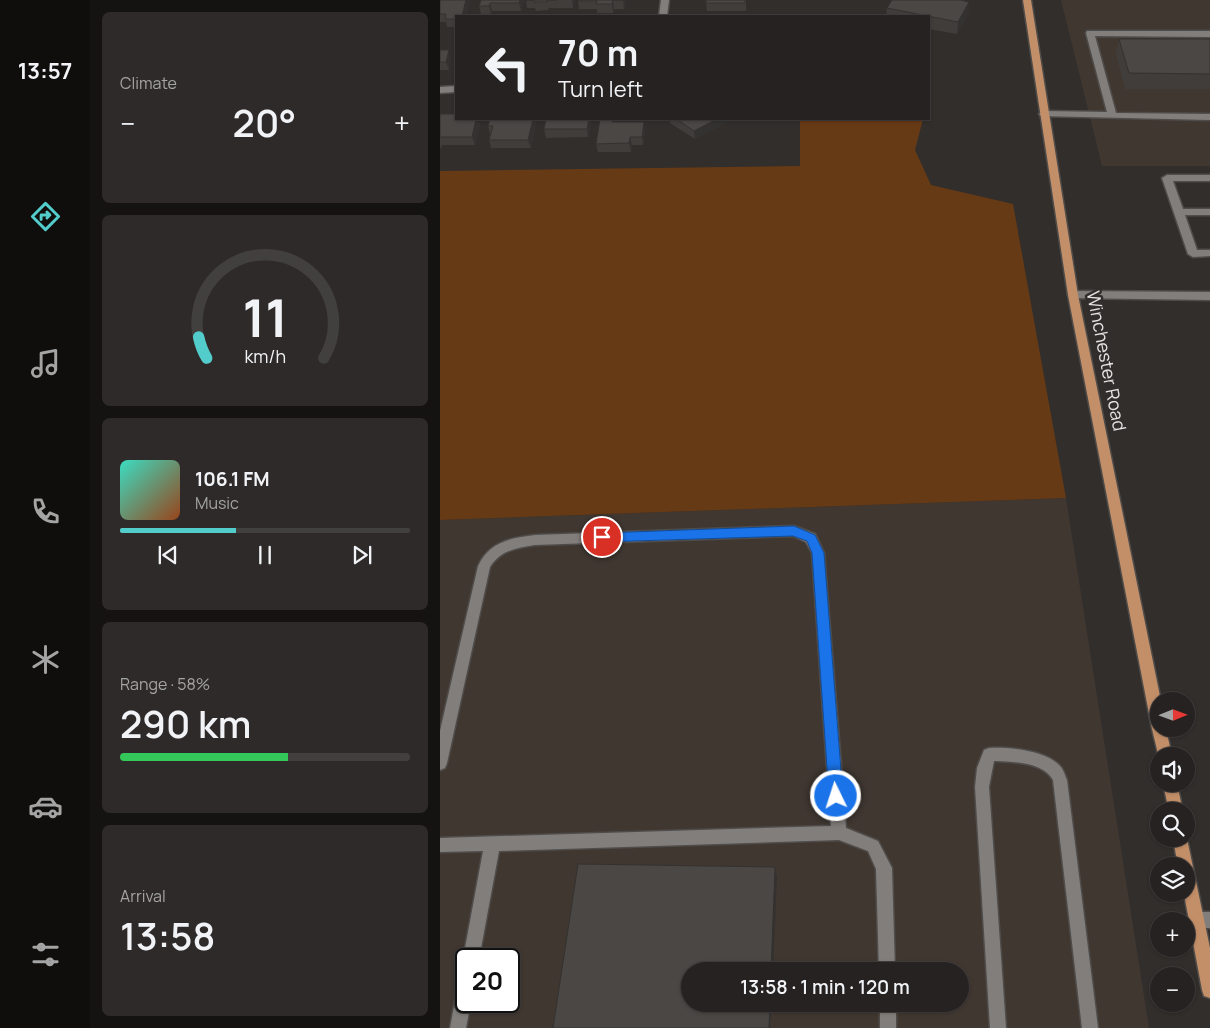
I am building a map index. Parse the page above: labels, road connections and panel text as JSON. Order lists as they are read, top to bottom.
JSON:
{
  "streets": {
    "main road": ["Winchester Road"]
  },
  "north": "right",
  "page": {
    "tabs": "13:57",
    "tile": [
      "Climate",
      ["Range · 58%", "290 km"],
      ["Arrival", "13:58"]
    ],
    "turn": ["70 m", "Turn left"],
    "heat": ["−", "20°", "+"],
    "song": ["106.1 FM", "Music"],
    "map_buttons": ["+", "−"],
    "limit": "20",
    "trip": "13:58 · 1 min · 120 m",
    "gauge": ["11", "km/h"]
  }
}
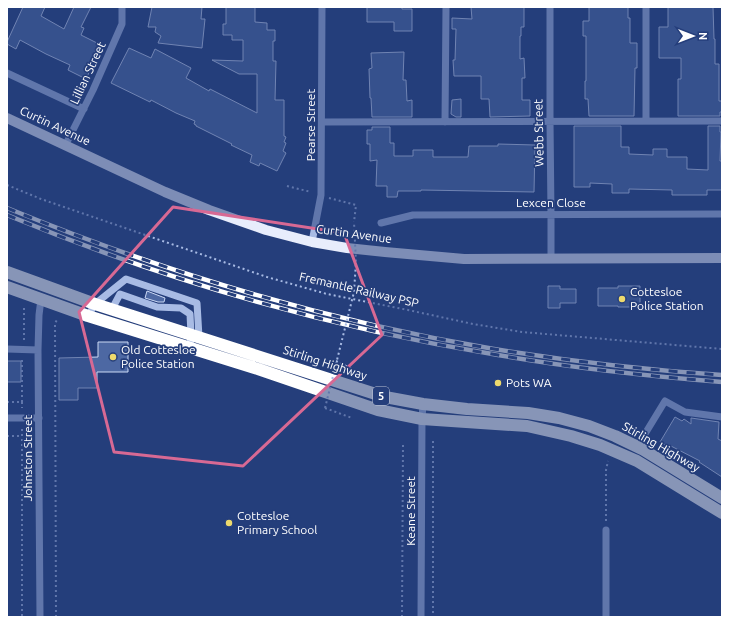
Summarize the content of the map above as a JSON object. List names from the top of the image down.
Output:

───

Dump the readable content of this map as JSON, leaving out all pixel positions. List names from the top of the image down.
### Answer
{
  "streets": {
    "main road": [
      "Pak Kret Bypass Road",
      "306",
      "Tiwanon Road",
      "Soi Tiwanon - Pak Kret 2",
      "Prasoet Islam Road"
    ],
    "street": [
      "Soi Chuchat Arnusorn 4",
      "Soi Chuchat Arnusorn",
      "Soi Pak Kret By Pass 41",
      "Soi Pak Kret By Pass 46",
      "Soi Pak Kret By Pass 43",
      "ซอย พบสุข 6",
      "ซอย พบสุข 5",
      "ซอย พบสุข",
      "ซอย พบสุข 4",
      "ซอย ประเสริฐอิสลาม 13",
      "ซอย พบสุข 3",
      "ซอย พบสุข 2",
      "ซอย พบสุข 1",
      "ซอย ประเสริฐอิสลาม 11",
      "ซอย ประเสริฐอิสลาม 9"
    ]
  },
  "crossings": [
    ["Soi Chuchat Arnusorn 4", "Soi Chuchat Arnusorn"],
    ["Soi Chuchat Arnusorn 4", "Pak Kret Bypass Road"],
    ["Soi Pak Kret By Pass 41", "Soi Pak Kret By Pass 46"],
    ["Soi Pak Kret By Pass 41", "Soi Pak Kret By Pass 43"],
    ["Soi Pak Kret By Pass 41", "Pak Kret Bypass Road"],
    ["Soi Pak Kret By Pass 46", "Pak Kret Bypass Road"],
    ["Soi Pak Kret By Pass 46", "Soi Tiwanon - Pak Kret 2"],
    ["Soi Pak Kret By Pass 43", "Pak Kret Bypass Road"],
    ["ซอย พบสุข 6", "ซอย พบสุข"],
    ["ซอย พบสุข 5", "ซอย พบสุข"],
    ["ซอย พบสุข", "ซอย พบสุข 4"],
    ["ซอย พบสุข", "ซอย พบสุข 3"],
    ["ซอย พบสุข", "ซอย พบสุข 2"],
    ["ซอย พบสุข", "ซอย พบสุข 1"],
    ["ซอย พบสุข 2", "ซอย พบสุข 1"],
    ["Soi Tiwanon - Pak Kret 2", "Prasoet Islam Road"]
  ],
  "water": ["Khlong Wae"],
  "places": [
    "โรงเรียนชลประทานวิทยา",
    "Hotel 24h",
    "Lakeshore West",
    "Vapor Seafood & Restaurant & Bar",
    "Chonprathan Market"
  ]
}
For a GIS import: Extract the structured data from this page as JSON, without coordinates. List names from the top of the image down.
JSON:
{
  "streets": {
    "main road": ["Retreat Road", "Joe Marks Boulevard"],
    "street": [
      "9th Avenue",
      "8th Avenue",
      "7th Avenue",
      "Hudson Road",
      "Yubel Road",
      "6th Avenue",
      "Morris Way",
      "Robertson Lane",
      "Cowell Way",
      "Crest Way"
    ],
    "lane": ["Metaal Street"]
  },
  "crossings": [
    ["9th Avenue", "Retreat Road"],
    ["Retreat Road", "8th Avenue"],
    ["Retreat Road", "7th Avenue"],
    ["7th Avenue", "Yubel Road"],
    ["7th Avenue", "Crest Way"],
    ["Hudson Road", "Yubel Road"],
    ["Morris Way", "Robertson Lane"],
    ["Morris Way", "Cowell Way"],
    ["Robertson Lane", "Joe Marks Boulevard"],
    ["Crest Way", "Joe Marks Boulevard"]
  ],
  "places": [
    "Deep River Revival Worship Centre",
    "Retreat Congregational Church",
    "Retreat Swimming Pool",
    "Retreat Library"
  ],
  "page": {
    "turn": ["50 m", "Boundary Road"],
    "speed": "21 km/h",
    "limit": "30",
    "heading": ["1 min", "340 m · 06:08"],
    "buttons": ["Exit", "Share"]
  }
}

───

Find every line with "this" in the listing and state how many there are, nothing else.

2